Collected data
──────────────────────────────

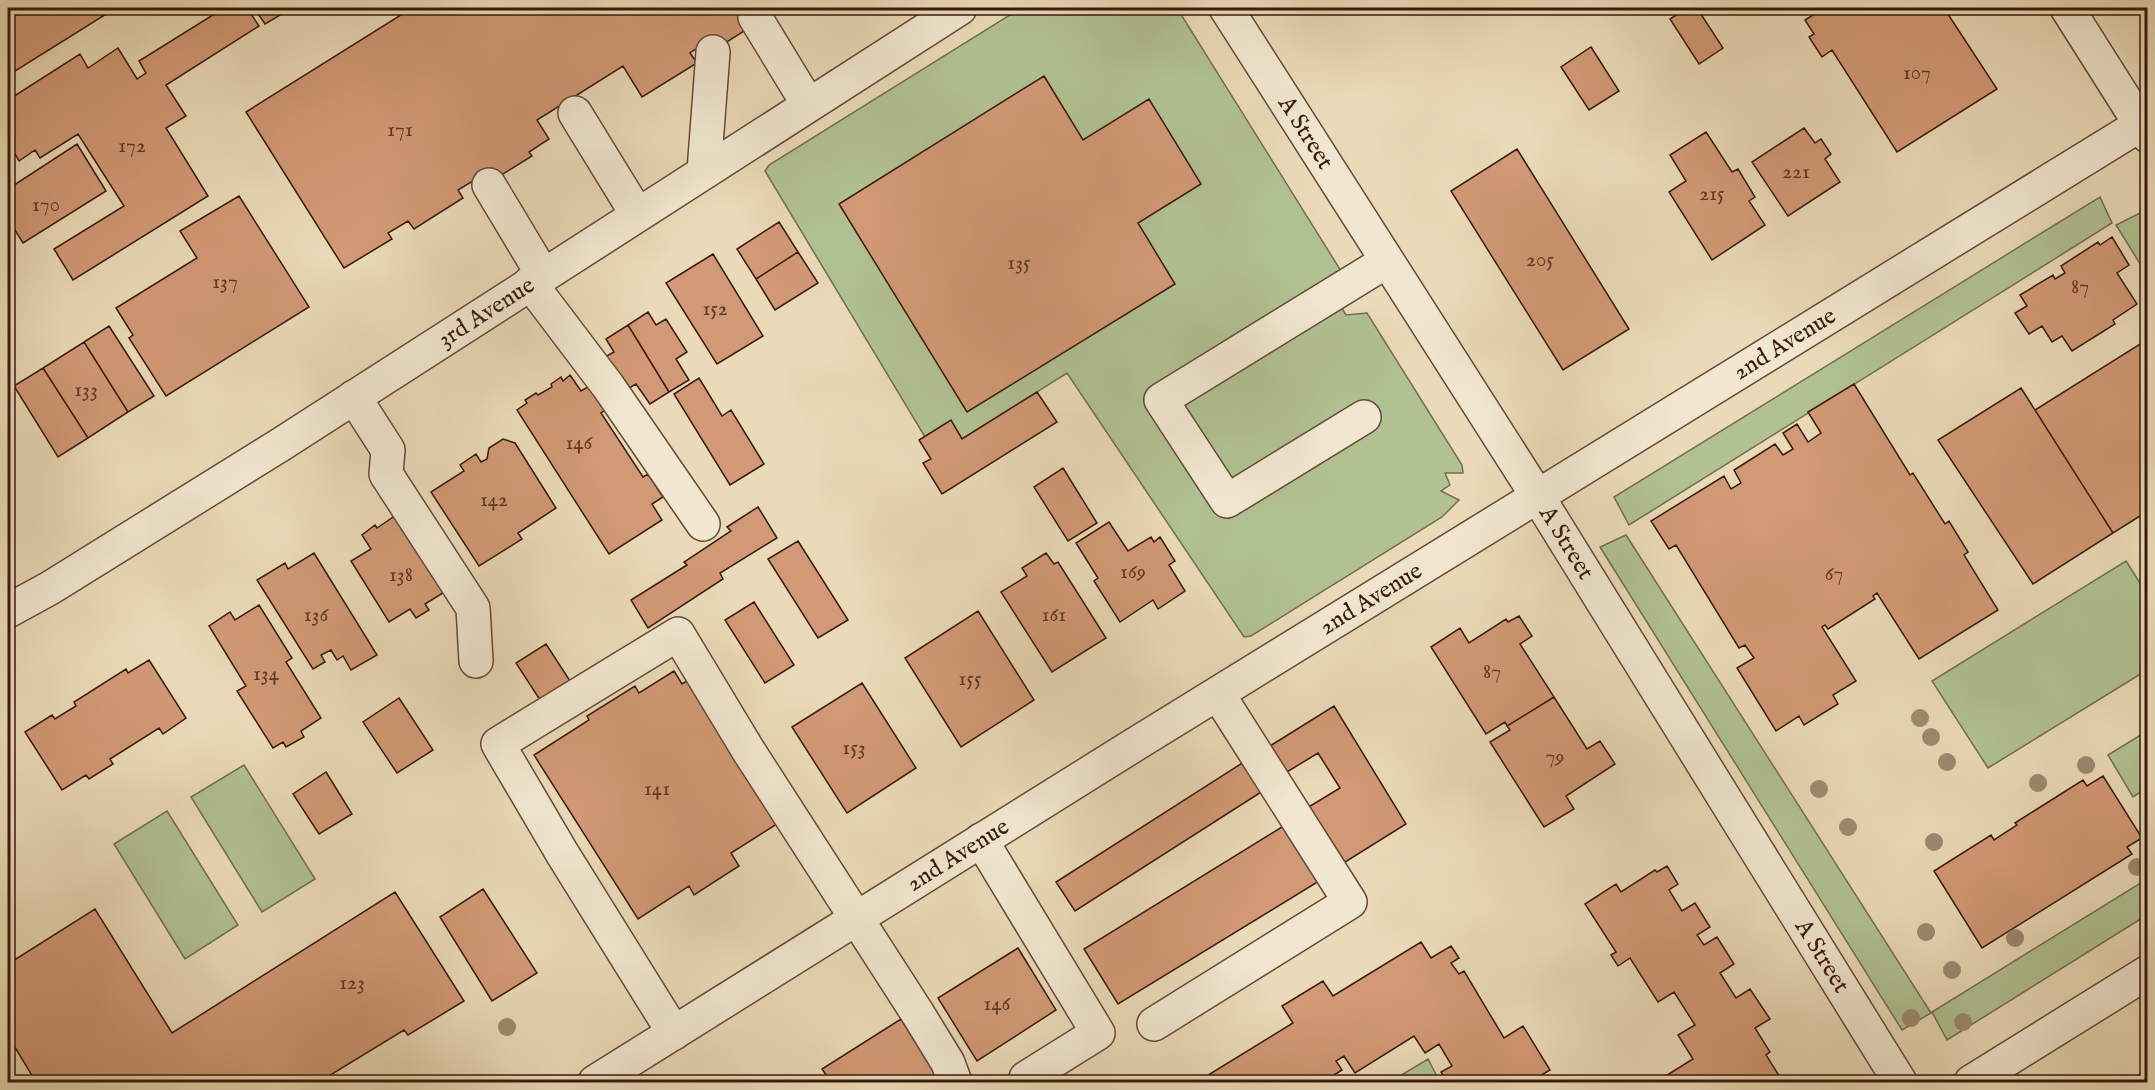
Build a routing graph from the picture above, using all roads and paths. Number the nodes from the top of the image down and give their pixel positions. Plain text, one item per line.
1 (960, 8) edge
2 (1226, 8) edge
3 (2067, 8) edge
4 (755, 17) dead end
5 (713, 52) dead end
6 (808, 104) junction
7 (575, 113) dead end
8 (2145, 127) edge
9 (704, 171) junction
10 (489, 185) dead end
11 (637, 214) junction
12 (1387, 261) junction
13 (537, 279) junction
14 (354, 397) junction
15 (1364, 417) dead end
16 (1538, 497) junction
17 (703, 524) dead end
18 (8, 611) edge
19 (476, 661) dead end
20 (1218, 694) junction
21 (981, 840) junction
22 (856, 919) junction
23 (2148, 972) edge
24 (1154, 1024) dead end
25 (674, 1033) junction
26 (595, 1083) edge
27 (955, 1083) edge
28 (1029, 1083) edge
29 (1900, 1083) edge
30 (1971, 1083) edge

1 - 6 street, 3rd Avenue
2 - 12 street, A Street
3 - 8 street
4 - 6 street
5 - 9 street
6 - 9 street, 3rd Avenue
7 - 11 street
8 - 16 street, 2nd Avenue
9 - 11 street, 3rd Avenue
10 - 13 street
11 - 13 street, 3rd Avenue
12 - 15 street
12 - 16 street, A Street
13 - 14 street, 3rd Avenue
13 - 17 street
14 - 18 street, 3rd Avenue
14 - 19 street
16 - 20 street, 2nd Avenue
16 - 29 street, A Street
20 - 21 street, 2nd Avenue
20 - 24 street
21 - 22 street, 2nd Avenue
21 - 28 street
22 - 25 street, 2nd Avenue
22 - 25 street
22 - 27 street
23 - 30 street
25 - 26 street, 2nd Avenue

──────────────────────────────

### PROBLEM DESCRIPTION
Your answer should be a precise transcript of the entries, minus the pictures.

### EXERCISE OUTPUT
Build a routing graph from the picture above, using all roads and paths. Number the nodes from the top of the image down and give their pixel positions. Plain text, one item per line.
1 (960, 8) edge
2 (1226, 8) edge
3 (2067, 8) edge
4 (755, 17) dead end
5 (713, 52) dead end
6 (808, 104) junction
7 (575, 113) dead end
8 (2145, 127) edge
9 (704, 171) junction
10 (489, 185) dead end
11 (637, 214) junction
12 (1387, 261) junction
13 (537, 279) junction
14 (354, 397) junction
15 (1364, 417) dead end
16 (1538, 497) junction
17 (703, 524) dead end
18 (8, 611) edge
19 (476, 661) dead end
20 (1218, 694) junction
21 (981, 840) junction
22 (856, 919) junction
23 (2148, 972) edge
24 (1154, 1024) dead end
25 (674, 1033) junction
26 (595, 1083) edge
27 (955, 1083) edge
28 (1029, 1083) edge
29 (1900, 1083) edge
30 (1971, 1083) edge

1 - 6 street, 3rd Avenue
2 - 12 street, A Street
3 - 8 street
4 - 6 street
5 - 9 street
6 - 9 street, 3rd Avenue
7 - 11 street
8 - 16 street, 2nd Avenue
9 - 11 street, 3rd Avenue
10 - 13 street
11 - 13 street, 3rd Avenue
12 - 15 street
12 - 16 street, A Street
13 - 14 street, 3rd Avenue
13 - 17 street
14 - 18 street, 3rd Avenue
14 - 19 street
16 - 20 street, 2nd Avenue
16 - 29 street, A Street
20 - 21 street, 2nd Avenue
20 - 24 street
21 - 22 street, 2nd Avenue
21 - 28 street
22 - 25 street, 2nd Avenue
22 - 25 street
22 - 27 street
23 - 30 street
25 - 26 street, 2nd Avenue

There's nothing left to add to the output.